### Your task
Copies of all lines that contain "dead" are needed; take them from the data below.

### Entries provided
━━━━━━━━━━
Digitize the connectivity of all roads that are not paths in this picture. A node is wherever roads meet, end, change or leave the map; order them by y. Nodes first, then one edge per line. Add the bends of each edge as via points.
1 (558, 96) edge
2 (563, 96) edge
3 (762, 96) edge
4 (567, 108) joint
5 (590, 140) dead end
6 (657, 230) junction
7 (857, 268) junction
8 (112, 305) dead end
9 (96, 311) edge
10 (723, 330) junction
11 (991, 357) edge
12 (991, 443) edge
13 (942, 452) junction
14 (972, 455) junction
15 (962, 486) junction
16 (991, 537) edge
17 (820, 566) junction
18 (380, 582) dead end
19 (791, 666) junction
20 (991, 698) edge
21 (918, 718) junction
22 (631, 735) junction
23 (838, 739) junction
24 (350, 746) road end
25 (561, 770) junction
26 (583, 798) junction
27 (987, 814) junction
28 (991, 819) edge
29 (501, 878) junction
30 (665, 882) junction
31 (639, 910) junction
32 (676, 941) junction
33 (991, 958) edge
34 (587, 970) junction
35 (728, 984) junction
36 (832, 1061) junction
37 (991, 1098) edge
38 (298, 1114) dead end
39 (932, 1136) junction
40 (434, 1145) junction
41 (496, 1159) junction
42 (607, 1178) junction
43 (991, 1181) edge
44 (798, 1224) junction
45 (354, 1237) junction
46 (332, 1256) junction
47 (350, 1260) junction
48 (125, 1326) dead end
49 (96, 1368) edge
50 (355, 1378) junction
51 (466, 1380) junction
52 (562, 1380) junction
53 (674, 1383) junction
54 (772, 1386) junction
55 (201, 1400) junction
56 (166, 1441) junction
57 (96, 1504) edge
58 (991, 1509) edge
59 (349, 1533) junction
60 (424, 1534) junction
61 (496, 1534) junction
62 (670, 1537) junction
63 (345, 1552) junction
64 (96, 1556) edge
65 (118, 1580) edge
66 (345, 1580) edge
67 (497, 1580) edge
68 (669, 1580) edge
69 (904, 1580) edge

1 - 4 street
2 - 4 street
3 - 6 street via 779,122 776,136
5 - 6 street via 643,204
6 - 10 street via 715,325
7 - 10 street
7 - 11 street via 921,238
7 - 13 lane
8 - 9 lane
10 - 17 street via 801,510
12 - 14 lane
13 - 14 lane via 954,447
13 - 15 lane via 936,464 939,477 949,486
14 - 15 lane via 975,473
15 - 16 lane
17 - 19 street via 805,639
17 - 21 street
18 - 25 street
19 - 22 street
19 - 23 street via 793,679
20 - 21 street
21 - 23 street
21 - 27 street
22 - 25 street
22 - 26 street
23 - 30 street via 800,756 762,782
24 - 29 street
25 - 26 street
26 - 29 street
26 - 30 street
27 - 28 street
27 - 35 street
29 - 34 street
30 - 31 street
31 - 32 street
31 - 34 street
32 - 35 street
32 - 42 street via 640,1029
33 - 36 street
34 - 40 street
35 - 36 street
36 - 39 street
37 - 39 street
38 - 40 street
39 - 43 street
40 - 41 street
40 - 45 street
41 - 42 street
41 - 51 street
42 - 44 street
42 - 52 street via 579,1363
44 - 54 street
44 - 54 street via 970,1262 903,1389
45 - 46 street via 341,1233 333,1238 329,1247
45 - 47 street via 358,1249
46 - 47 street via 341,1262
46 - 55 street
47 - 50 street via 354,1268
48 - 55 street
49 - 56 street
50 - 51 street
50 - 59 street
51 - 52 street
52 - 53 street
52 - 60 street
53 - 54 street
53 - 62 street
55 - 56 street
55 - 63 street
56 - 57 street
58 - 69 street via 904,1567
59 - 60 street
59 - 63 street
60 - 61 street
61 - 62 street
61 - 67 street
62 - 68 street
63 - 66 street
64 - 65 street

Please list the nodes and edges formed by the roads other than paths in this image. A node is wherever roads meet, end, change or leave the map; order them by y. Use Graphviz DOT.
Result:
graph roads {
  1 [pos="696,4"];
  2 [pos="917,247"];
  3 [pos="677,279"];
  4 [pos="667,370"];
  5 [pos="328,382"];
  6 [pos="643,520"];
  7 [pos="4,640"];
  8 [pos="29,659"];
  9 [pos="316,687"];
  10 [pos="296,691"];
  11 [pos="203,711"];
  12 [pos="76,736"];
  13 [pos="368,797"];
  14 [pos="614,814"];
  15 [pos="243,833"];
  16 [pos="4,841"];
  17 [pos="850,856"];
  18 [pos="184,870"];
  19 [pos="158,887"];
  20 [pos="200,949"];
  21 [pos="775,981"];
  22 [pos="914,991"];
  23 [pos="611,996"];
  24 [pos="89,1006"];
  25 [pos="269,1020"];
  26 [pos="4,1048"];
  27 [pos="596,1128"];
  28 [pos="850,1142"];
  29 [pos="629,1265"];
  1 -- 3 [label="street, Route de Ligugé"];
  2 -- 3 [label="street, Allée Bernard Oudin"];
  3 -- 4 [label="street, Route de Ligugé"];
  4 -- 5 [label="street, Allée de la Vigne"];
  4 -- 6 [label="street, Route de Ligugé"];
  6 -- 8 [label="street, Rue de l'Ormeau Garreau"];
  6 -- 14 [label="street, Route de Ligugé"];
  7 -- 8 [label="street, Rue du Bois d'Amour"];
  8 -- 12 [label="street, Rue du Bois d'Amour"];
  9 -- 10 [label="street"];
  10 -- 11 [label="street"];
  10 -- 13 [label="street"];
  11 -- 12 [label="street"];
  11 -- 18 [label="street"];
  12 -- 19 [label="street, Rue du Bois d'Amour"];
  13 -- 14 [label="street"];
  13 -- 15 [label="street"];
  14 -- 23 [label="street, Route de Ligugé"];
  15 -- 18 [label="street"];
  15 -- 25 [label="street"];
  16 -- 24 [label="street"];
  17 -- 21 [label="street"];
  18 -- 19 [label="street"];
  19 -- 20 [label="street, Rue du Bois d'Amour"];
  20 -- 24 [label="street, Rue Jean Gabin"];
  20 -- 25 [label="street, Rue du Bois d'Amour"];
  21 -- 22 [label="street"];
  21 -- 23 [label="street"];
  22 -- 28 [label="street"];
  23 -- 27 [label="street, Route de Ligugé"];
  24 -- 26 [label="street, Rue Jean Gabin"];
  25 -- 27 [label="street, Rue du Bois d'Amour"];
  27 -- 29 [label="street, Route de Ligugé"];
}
━━━━━━━━━━
### Response to the exercise
5 (590, 140) dead end
8 (112, 305) dead end
18 (380, 582) dead end
38 (298, 1114) dead end
48 (125, 1326) dead end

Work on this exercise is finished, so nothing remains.